気持ちよくなってきた頭の片隅で臨也は波にのまれるを拒もうとするが――
「行かせねーよ。…手前はこれから俺と二人で秘密の会議、だろ?」
「し、ずちゃ…ん―――――」
「・・・・・・・・・・・・・・・・」
「・・・・・・・・・・・・・・・・」
「・・・・・・・・・・・・・あの、変な妄想するのやめてくれませんか?狩沢参謀長」
「いやーイザイザはしずちゃんと二人きりのときはこんなかなーって」
にこっと笑顔を向けられるが臨也の表情は引きつる。軍の最高トップ、狩沢参謀長は妄想…想像力がたくましいらしい。

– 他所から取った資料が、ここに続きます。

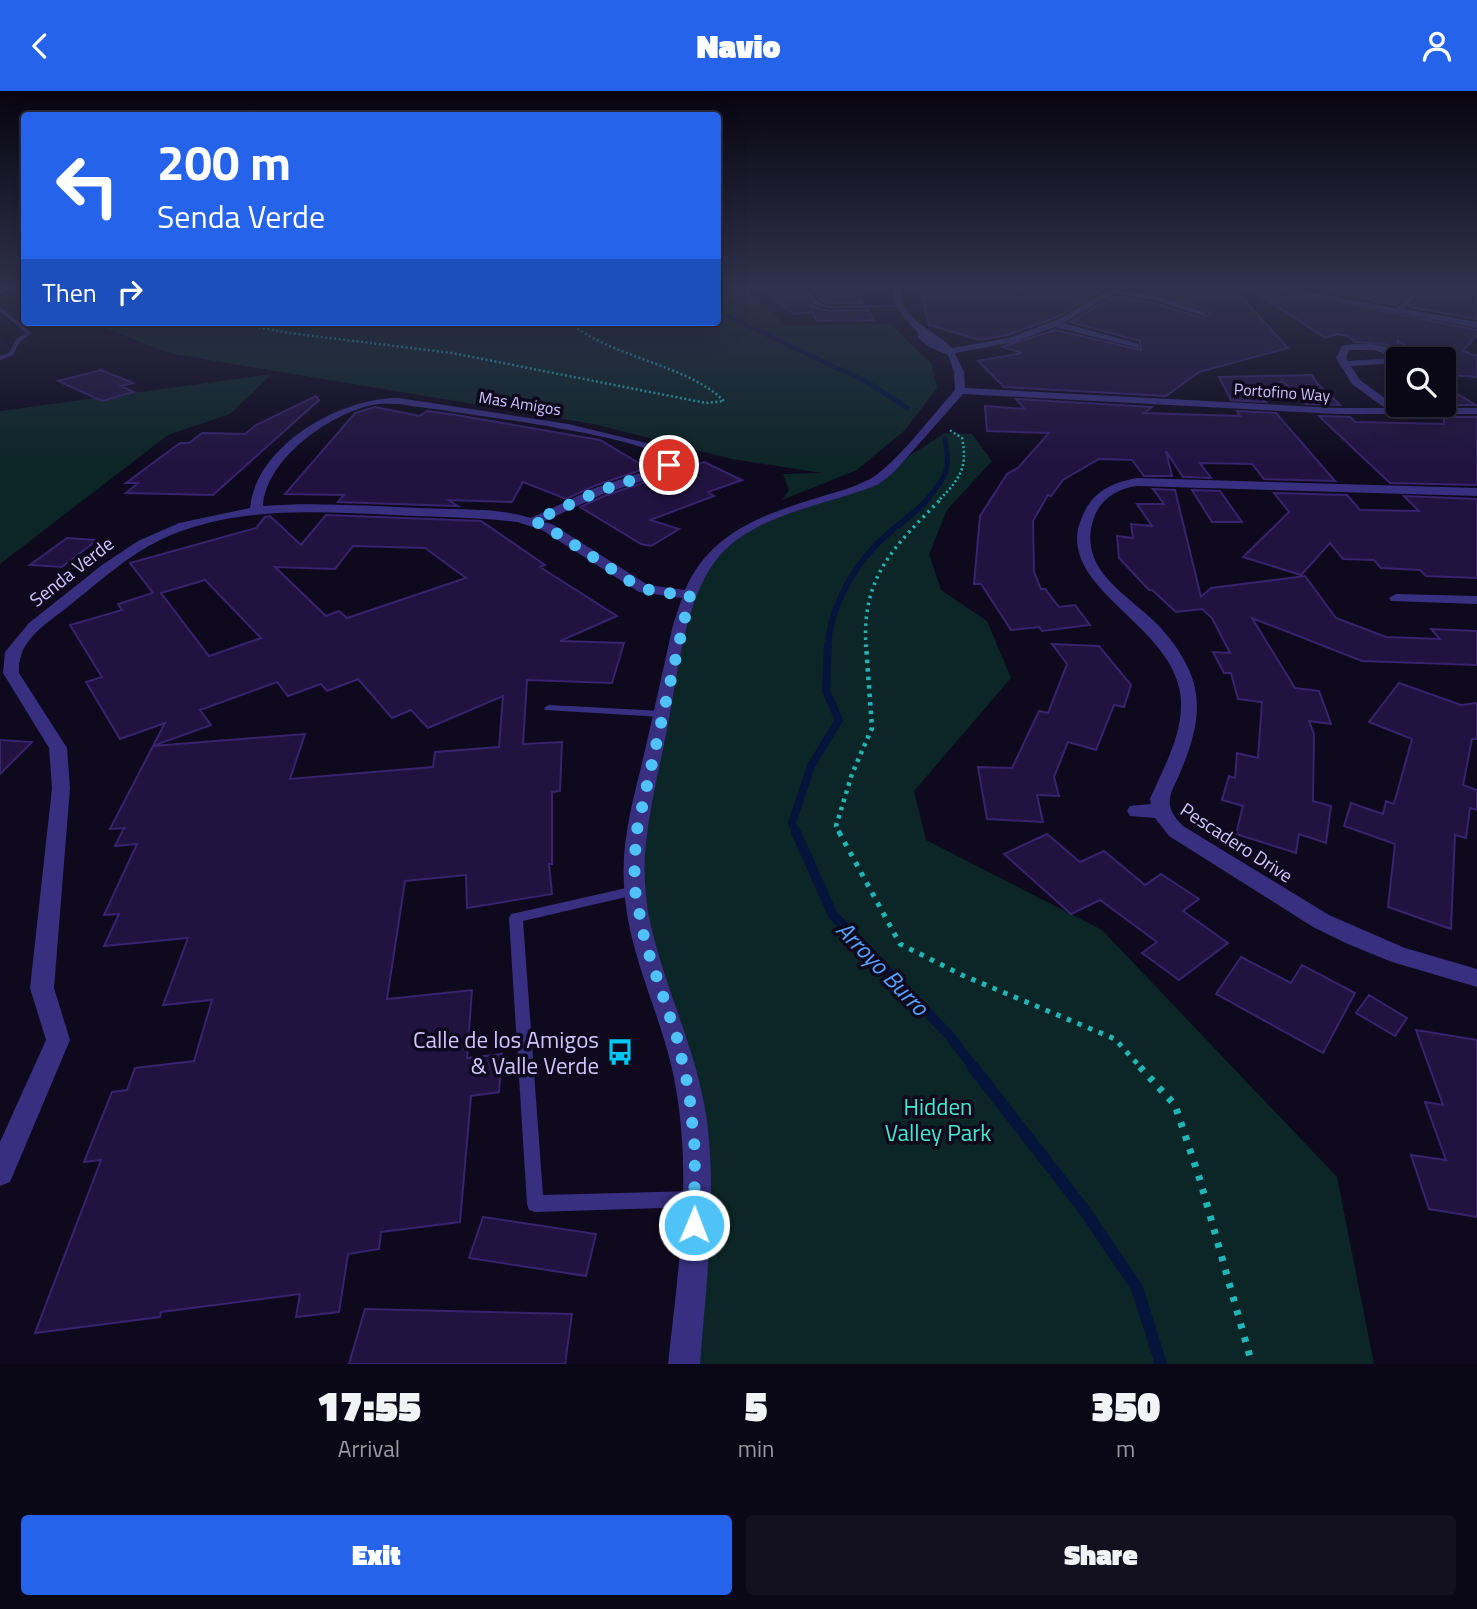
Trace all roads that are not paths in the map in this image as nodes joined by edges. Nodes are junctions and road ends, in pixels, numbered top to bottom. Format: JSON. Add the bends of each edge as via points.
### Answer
{"nodes":[{"id":1,"x":14,"y":347,"type":"edge"},
{"id":2,"x":939,"y":347,"type":"edge"},
{"id":3,"x":969,"y":347,"type":"edge"},
{"id":4,"x":1348,"y":347,"type":"edge"},
{"id":5,"x":1353,"y":347,"type":"edge"},
{"id":6,"x":949,"y":351,"type":"junction"},
{"id":7,"x":1386,"y":351,"type":"edge"},
{"id":8,"x":0,"y":358,"type":"edge"},
{"id":9,"x":1386,"y":360,"type":"edge"},
{"id":10,"x":1343,"y":364,"type":"junction"},
{"id":11,"x":960,"y":391,"type":"junction"},
{"id":12,"x":1386,"y":404,"type":"edge"},
{"id":13,"x":1456,"y":411,"type":"edge"},
{"id":14,"x":1477,"y":411,"type":"edge"},
{"id":15,"x":1386,"y":412,"type":"edge"},
{"id":16,"x":1477,"y":492,"type":"edge"},
{"id":17,"x":256,"y":509,"type":"junction"},
{"id":18,"x":534,"y":521,"type":"junction"},
{"id":19,"x":690,"y":595,"type":"junction"},
{"id":20,"x":1396,"y":598,"type":"dead end"},
{"id":21,"x":1477,"y":600,"type":"edge"},
{"id":22,"x":549,"y":708,"type":"dead end"},
{"id":23,"x":662,"y":714,"type":"junction"},
{"id":24,"x":1137,"y":811,"type":"dead end"},
{"id":25,"x":1160,"y":811,"type":"junction"},
{"id":26,"x":635,"y":891,"type":"junction"},
{"id":27,"x":1477,"y":978,"type":"edge"},
{"id":28,"x":0,"y":1173,"type":"edge"},
{"id":29,"x":694,"y":1199,"type":"junction"},
{"id":30,"x":684,"y":1364,"type":"edge"}],
"edges":[{"from":1,"to":8,"type":"lane"},
{"from":2,"to":6,"type":"street"},
{"from":3,"to":6,"type":"street"},
{"from":4,"to":10,"type":"street","via":[[1342,353]]},
{"from":5,"to":7,"type":"street"},
{"from":6,"to":11,"type":"street","via":[[962,377]]},
{"from":9,"to":10,"type":"street"},
{"from":10,"to":12,"type":"street","via":[[1356,382]]},
{"from":11,"to":15,"type":"street","name":"Portofino Way"},
{"from":11,"to":19,"type":"street","via":[[875,481],[759,523],[726,542],[702,569]]},
{"from":13,"to":14,"type":"street","name":"Portofino Way"},
{"from":16,"to":25,"type":"street","name":"Pescadero Drive","via":[[1146,482],[1115,487],[1092,506],[1081,536],[1087,560],[1111,593],[1162,639],[1187,687],[1188,727],[1160,799]]},
{"from":17,"to":18,"type":"street","name":"Senda Verde"},
{"from":17,"to":18,"type":"street","name":"Mas Amigos","via":[[254,498],[260,482],[295,443],[343,412],[380,401],[568,426],[654,446],[671,459],[662,470],[599,491]]},
{"from":17,"to":28,"type":"street","name":"Senda Verde","via":[[185,526],[138,547],[43,619],[12,650],[11,673],[58,748],[61,788],[42,988],[58,1040]]},
{"from":18,"to":19,"type":"street","name":"Senda Verde","via":[[636,585]]},
{"from":19,"to":23,"type":"street"},
{"from":20,"to":21,"type":"street"},
{"from":22,"to":23,"type":"lane"},
{"from":23,"to":26,"type":"street","via":[[636,834]]},
{"from":24,"to":25,"type":"street"},
{"from":25,"to":27,"type":"street","name":"Pescadero Drive","via":[[1176,831],[1321,921],[1400,956]]},
{"from":26,"to":29,"type":"street","via":[[645,942],[677,1038],[689,1091]]},
{"from":26,"to":29,"type":"lane","via":[[516,918],[535,1205]]},
{"from":29,"to":30,"type":"street"}]}
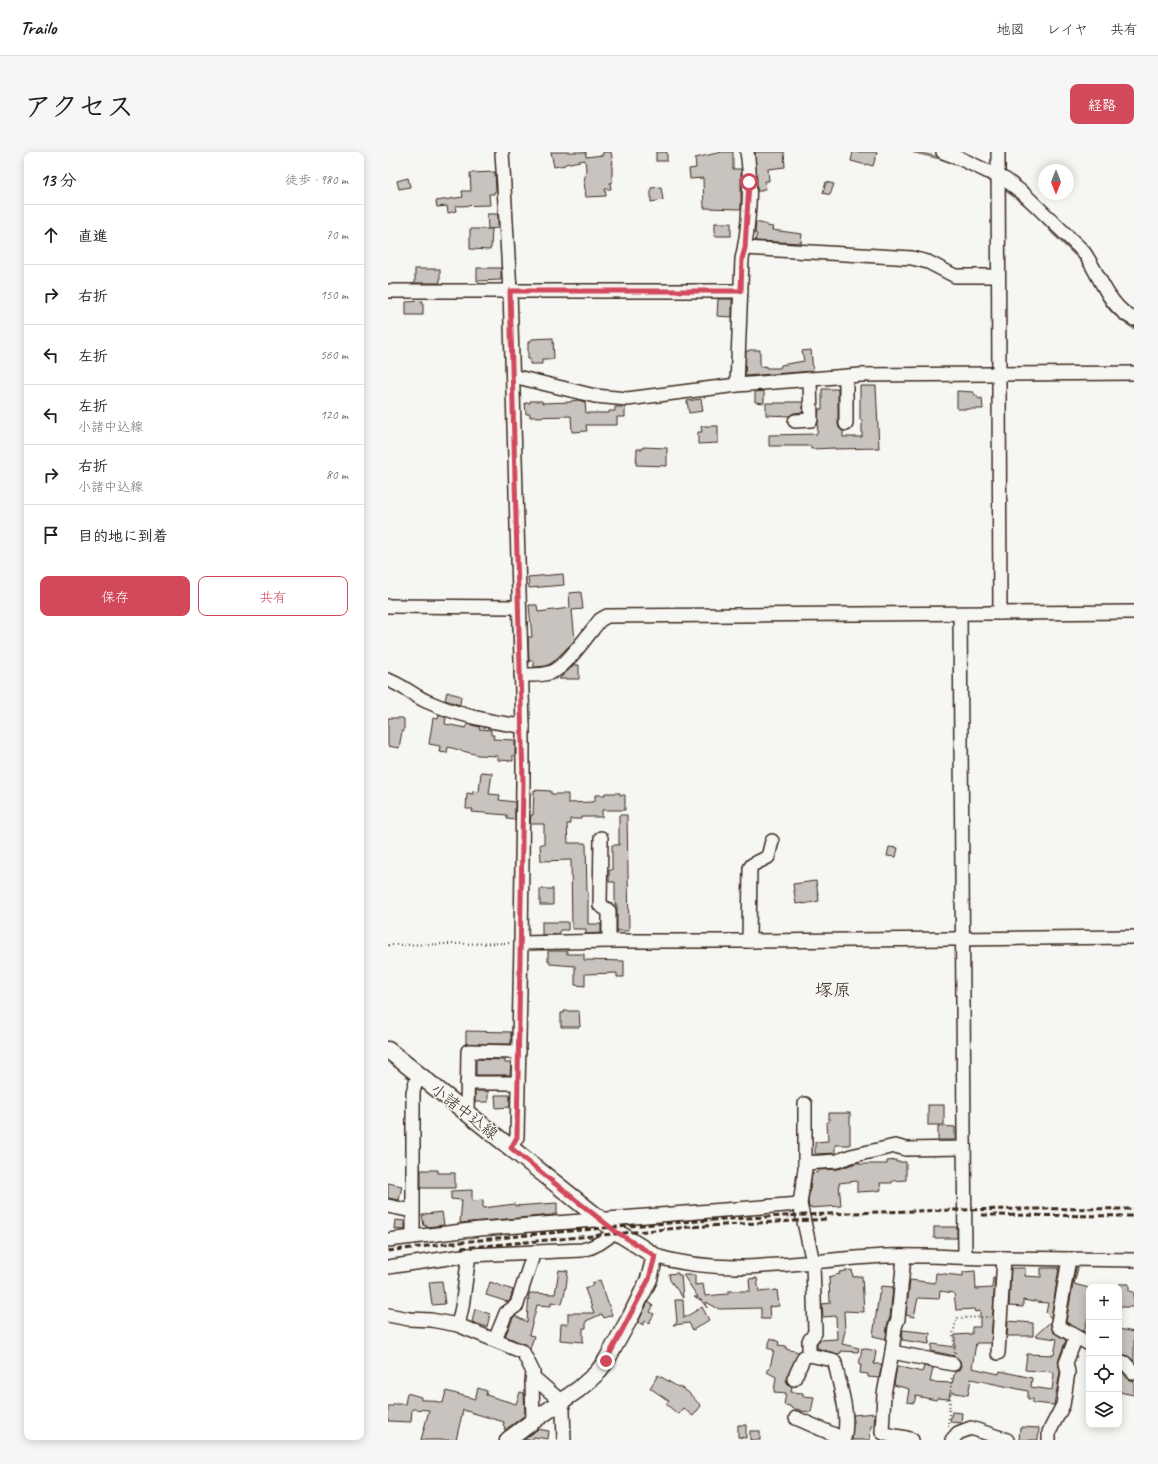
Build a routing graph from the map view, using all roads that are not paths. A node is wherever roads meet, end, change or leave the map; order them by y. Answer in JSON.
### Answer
{"nodes":[{"id":1,"x":502,"y":152,"type":"edge"},
{"id":2,"x":747,"y":152,"type":"edge"},
{"id":3,"x":943,"y":152,"type":"edge"},
{"id":4,"x":998,"y":152,"type":"edge"},
{"id":5,"x":998,"y":176,"type":"junction"},
{"id":6,"x":745,"y":248,"type":"junction"},
{"id":7,"x":997,"y":276,"type":"junction"},
{"id":8,"x":388,"y":291,"type":"edge"},
{"id":9,"x":510,"y":291,"type":"junction"},
{"id":10,"x":741,"y":291,"type":"junction"},
{"id":11,"x":1134,"y":319,"type":"edge"},
{"id":12,"x":998,"y":373,"type":"junction"},
{"id":13,"x":1134,"y":373,"type":"edge"},
{"id":14,"x":513,"y":376,"type":"junction"},
{"id":15,"x":846,"y":377,"type":"junction"},
{"id":16,"x":810,"y":379,"type":"junction"},
{"id":17,"x":737,"y":385,"type":"junction"},
{"id":18,"x":795,"y":421,"type":"dead end"},
{"id":19,"x":846,"y":424,"type":"dead end"},
{"id":20,"x":388,"y":606,"type":"edge"},
{"id":21,"x":519,"y":607,"type":"junction"},
{"id":22,"x":1134,"y":612,"type":"edge"},
{"id":23,"x":1000,"y":613,"type":"junction"},
{"id":24,"x":960,"y":614,"type":"junction"},
{"id":25,"x":521,"y":675,"type":"junction"},
{"id":26,"x":388,"y":680,"type":"edge"},
{"id":27,"x":523,"y":726,"type":"junction"},
{"id":28,"x":601,"y":838,"type":"dead end"},
{"id":29,"x":772,"y":841,"type":"dead end"},
{"id":30,"x":1134,"y":937,"type":"edge"},
{"id":31,"x":962,"y":939,"type":"junction"},
{"id":32,"x":609,"y":941,"type":"junction"},
{"id":33,"x":749,"y":941,"type":"junction"},
{"id":34,"x":521,"y":943,"type":"junction"},
{"id":35,"x":388,"y":1050,"type":"edge"},
{"id":36,"x":519,"y":1052,"type":"junction"},
{"id":37,"x":420,"y":1077,"type":"junction"},
{"id":38,"x":467,"y":1083,"type":"junction"},
{"id":39,"x":518,"y":1083,"type":"junction"},
{"id":40,"x":805,"y":1104,"type":"dead end"},
{"id":41,"x":467,"y":1112,"type":"junction"},
{"id":42,"x":511,"y":1148,"type":"junction"},
{"id":43,"x":964,"y":1148,"type":"junction"},
{"id":44,"x":805,"y":1163,"type":"junction"},
{"id":45,"x":800,"y":1204,"type":"junction"},
{"id":46,"x":388,"y":1206,"type":"edge"},
{"id":47,"x":412,"y":1211,"type":"junction"},
{"id":48,"x":601,"y":1220,"type":"junction"},
{"id":49,"x":615,"y":1231,"type":"junction"},
{"id":50,"x":413,"y":1237,"type":"junction"},
{"id":51,"x":388,"y":1240,"type":"edge"},
{"id":52,"x":534,"y":1252,"type":"junction"},
{"id":53,"x":469,"y":1255,"type":"junction"},
{"id":54,"x":655,"y":1256,"type":"junction"},
{"id":55,"x":904,"y":1256,"type":"junction"},
{"id":56,"x":965,"y":1257,"type":"junction"},
{"id":57,"x":1004,"y":1258,"type":"junction"},
{"id":58,"x":1069,"y":1259,"type":"junction"},
{"id":59,"x":1134,"y":1260,"type":"edge"},
{"id":60,"x":813,"y":1262,"type":"junction"},
{"id":61,"x":388,"y":1267,"type":"edge"},
{"id":62,"x":388,"y":1315,"type":"edge"},
{"id":63,"x":458,"y":1325,"type":"junction"},
{"id":64,"x":1076,"y":1337,"type":"junction"},
{"id":65,"x":495,"y":1340,"type":"junction"},
{"id":66,"x":1086,"y":1342,"type":"edge"},
{"id":67,"x":892,"y":1352,"type":"junction"},
{"id":68,"x":998,"y":1353,"type":"dead end"},
{"id":69,"x":809,"y":1355,"type":"junction"},
{"id":70,"x":1122,"y":1362,"type":"edge"},
{"id":71,"x":953,"y":1364,"type":"dead end"},
{"id":72,"x":1134,"y":1373,"type":"edge"},
{"id":73,"x":533,"y":1377,"type":"junction"},
{"id":74,"x":794,"y":1379,"type":"dead end"},
{"id":75,"x":559,"y":1402,"type":"junction"},
{"id":76,"x":796,"y":1418,"type":"dead end"},
{"id":77,"x":533,"y":1420,"type":"junction"},
{"id":78,"x":844,"y":1439,"type":"edge"},
{"id":79,"x":508,"y":1440,"type":"edge"},
{"id":80,"x":564,"y":1440,"type":"edge"},
{"id":81,"x":912,"y":1440,"type":"edge"},
{"id":82,"x":952,"y":1440,"type":"edge"},
{"id":83,"x":1007,"y":1440,"type":"edge"},
{"id":84,"x":1049,"y":1440,"type":"edge"}],
"edges":[{"from":1,"to":9,"type":"street"},
{"from":2,"to":6,"type":"street"},
{"from":3,"to":5,"type":"street"},
{"from":4,"to":5,"type":"street"},
{"from":5,"to":7,"type":"street"},
{"from":5,"to":11,"type":"street"},
{"from":6,"to":7,"type":"street"},
{"from":6,"to":10,"type":"street"},
{"from":7,"to":12,"type":"street"},
{"from":8,"to":9,"type":"street"},
{"from":9,"to":10,"type":"street"},
{"from":9,"to":14,"type":"street"},
{"from":10,"to":17,"type":"street"},
{"from":12,"to":13,"type":"street"},
{"from":12,"to":15,"type":"street"},
{"from":12,"to":23,"type":"street"},
{"from":14,"to":17,"type":"street"},
{"from":14,"to":21,"type":"street"},
{"from":15,"to":16,"type":"street"},
{"from":15,"to":19,"type":"street"},
{"from":16,"to":17,"type":"street"},
{"from":16,"to":18,"type":"street"},
{"from":20,"to":21,"type":"street"},
{"from":21,"to":25,"type":"street"},
{"from":22,"to":23,"type":"street"},
{"from":23,"to":24,"type":"street"},
{"from":24,"to":25,"type":"street"},
{"from":24,"to":31,"type":"street"},
{"from":25,"to":27,"type":"street"},
{"from":26,"to":27,"type":"street"},
{"from":27,"to":34,"type":"street"},
{"from":28,"to":32,"type":"street"},
{"from":29,"to":33,"type":"street"},
{"from":30,"to":31,"type":"street"},
{"from":31,"to":33,"type":"street"},
{"from":31,"to":43,"type":"street"},
{"from":32,"to":33,"type":"street"},
{"from":32,"to":34,"type":"street"},
{"from":34,"to":36,"type":"street"},
{"from":35,"to":37,"type":"main road","name":"小諸中込線"},
{"from":36,"to":38,"type":"street"},
{"from":36,"to":39,"type":"street"},
{"from":37,"to":41,"type":"main road","name":"小諸中込線"},
{"from":37,"to":47,"type":"street"},
{"from":38,"to":39,"type":"street"},
{"from":38,"to":41,"type":"street"},
{"from":39,"to":42,"type":"street"},
{"from":40,"to":44,"type":"street"},
{"from":41,"to":42,"type":"main road","name":"小諸中込線"},
{"from":42,"to":48,"type":"main road","name":"小諸中込線"},
{"from":43,"to":44,"type":"street"},
{"from":43,"to":56,"type":"street"},
{"from":44,"to":45,"type":"street"},
{"from":45,"to":48,"type":"street"},
{"from":45,"to":60,"type":"street"},
{"from":46,"to":47,"type":"street"},
{"from":47,"to":50,"type":"street"},
{"from":48,"to":49,"type":"main road","name":"小諸中込線"},
{"from":48,"to":50,"type":"street"},
{"from":49,"to":52,"type":"street"},
{"from":49,"to":54,"type":"main road","name":"小諸中込線"},
{"from":50,"to":51,"type":"street"},
{"from":52,"to":53,"type":"street"},
{"from":52,"to":65,"type":"street"},
{"from":53,"to":61,"type":"street"},
{"from":53,"to":63,"type":"street"},
{"from":54,"to":60,"type":"street"},
{"from":54,"to":75,"type":"main road"},
{"from":55,"to":56,"type":"street"},
{"from":55,"to":60,"type":"street"},
{"from":55,"to":67,"type":"street"},
{"from":56,"to":57,"type":"street"},
{"from":57,"to":58,"type":"street"},
{"from":57,"to":68,"type":"street"},
{"from":58,"to":59,"type":"street"},
{"from":58,"to":64,"type":"street"},
{"from":60,"to":69,"type":"street"},
{"from":62,"to":63,"type":"street"},
{"from":63,"to":65,"type":"street"},
{"from":64,"to":66,"type":"street"},
{"from":64,"to":84,"type":"street"},
{"from":65,"to":73,"type":"street"},
{"from":67,"to":71,"type":"street"},
{"from":67,"to":81,"type":"street"},
{"from":69,"to":74,"type":"street"},
{"from":69,"to":78,"type":"street"},
{"from":70,"to":72,"type":"street"},
{"from":73,"to":75,"type":"street"},
{"from":73,"to":77,"type":"street"},
{"from":75,"to":77,"type":"main road"},
{"from":75,"to":80,"type":"street"},
{"from":76,"to":78,"type":"street"},
{"from":77,"to":79,"type":"main road"},
{"from":82,"to":83,"type":"street"}]}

「話聞いてました?移民の件で重要な話があると、セルティ大使から連絡が…」
「もう!イザイザったらつれなんだからー」
ぷうとふくれられるが、ここは譲れない。
「毎回毎回、そんな話…。しかも、俺とシズちゃんなんてこの世で絶対ありえないことですよ。ムダな妄想はお慎みください」
ピシャリと言い放つが、毎度のことで手ごたえはない。
「いいじゃない、妄想くらい!乙女の妄想は世界を救う!だから、イザイザとしずちゃんがボーイズにラブラブっちゃってもぜんぜんオッケーだからねー!!」
「…マジ、セクハラで訴えますよ。はあ、俺はこれから視察の準備があるので失礼します」
と一礼して、部屋をあとにする。閉まる扉の隙間から「まったくイザイザは冗談通じないんだからーー」とふてくされた声が聞こえた。
ホント冗談じゃない。長い廊下で臨也はよろよろと壁に手をつく。
なんで・・・・・・。
なんで、俺とシズちゃんのことばれてんだ!!?参謀長、あなどれねーー!!!
なに、もしかして俺の部屋に盗聴器が仕掛けられてるとか!?
信じがたい結論に至って、臨也は頭を抱える。こうしてはいられない、と、すぐさま、自室へと急いだ。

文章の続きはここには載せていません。